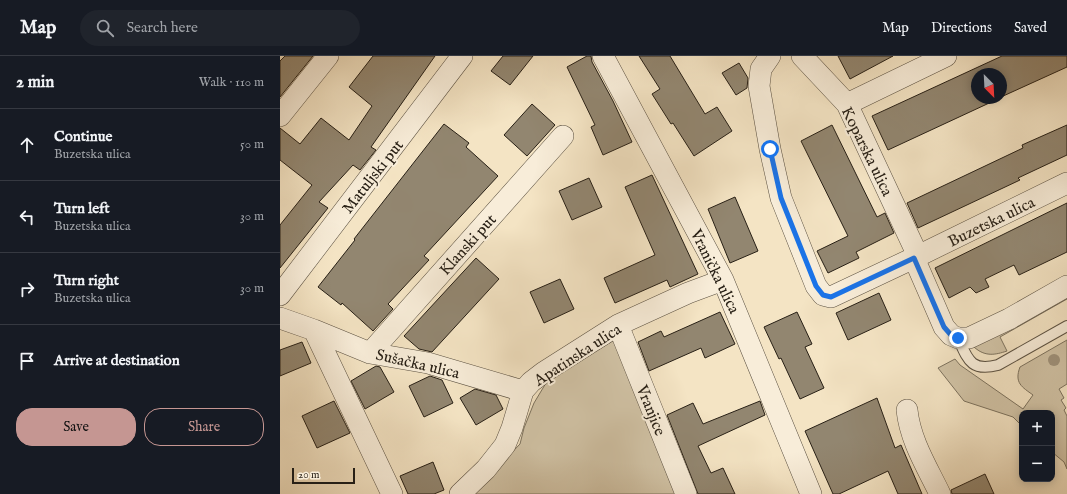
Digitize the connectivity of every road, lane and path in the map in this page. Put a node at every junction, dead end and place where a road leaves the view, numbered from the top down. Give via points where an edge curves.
1 (328, 56) edge
2 (462, 56) edge
3 (603, 56) edge
4 (770, 56) edge
5 (802, 56) edge
6 (946, 56) edge
7 (848, 104) junction
8 (280, 116) edge
9 (563, 136) dead end
10 (1067, 183) edge
11 (916, 257) junction
12 (724, 280) junction
13 (1067, 286) edge
14 (280, 295) edge
15 (280, 318) edge
16 (618, 325) junction
17 (1067, 326) edge
18 (314, 330) junction
19 (958, 338) junction
20 (370, 353) junction
21 (523, 391) junction
22 (907, 410) dead end
23 (392, 494) edge
24 (460, 494) edge
25 (686, 494) edge
26 (811, 494) edge
27 (940, 494) edge

1 - 8 street
2 - 14 street, Matuljski put
3 - 12 street, Vranička ulica
4 - 11 street, Buzetska ulica via 761,69 760,86 770,149 781,198 816,286 823,295 831,297
5 - 7 street, Koparska ulica
6 - 7 street
7 - 11 street, Koparska ulica
9 - 20 street, Klanski put
10 - 11 street, Buzetska ulica
11 - 19 street via 944,327
12 - 16 street, Apatinska ulica via 688,293
12 - 26 street, Vranička ulica
13 - 19 street via 981,333 969,338
15 - 18 street, Sušačka ulica
16 - 21 street, Apatinska ulica via 544,372
16 - 25 street, Vranjice
17 - 19 lane via 998,365 988,368 970,363
18 - 20 street, Sušačka ulica
18 - 23 street
20 - 21 street, Sušačka ulica via 428,363
21 - 24 street, Apatinska ulica via 505,445
22 - 27 street via 913,438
▬▬▬
[EXERCISE OBJECTIVE] Wherever a picture appears in the data, please drop it and retype the rest exactly.

[RESULT OF THIS TASK]
Digitize the connectivity of every road, lane and path in the map in this page. Put a node at every junction, dead end and place where a road leaves the view, numbered from the top down. Give via points where an edge curves.
1 (328, 56) edge
2 (462, 56) edge
3 (603, 56) edge
4 (770, 56) edge
5 (802, 56) edge
6 (946, 56) edge
7 (848, 104) junction
8 (280, 116) edge
9 (563, 136) dead end
10 (1067, 183) edge
11 (916, 257) junction
12 (724, 280) junction
13 (1067, 286) edge
14 (280, 295) edge
15 (280, 318) edge
16 (618, 325) junction
17 (1067, 326) edge
18 (314, 330) junction
19 (958, 338) junction
20 (370, 353) junction
21 (523, 391) junction
22 (907, 410) dead end
23 (392, 494) edge
24 (460, 494) edge
25 (686, 494) edge
26 (811, 494) edge
27 (940, 494) edge

1 - 8 street
2 - 14 street, Matuljski put
3 - 12 street, Vranička ulica
4 - 11 street, Buzetska ulica via 761,69 760,86 770,149 781,198 816,286 823,295 831,297
5 - 7 street, Koparska ulica
6 - 7 street
7 - 11 street, Koparska ulica
9 - 20 street, Klanski put
10 - 11 street, Buzetska ulica
11 - 19 street via 944,327
12 - 16 street, Apatinska ulica via 688,293
12 - 26 street, Vranička ulica
13 - 19 street via 981,333 969,338
15 - 18 street, Sušačka ulica
16 - 21 street, Apatinska ulica via 544,372
16 - 25 street, Vranjice
17 - 19 lane via 998,365 988,368 970,363
18 - 20 street, Sušačka ulica
18 - 23 street
20 - 21 street, Sušačka ulica via 428,363
21 - 24 street, Apatinska ulica via 505,445
22 - 27 street via 913,438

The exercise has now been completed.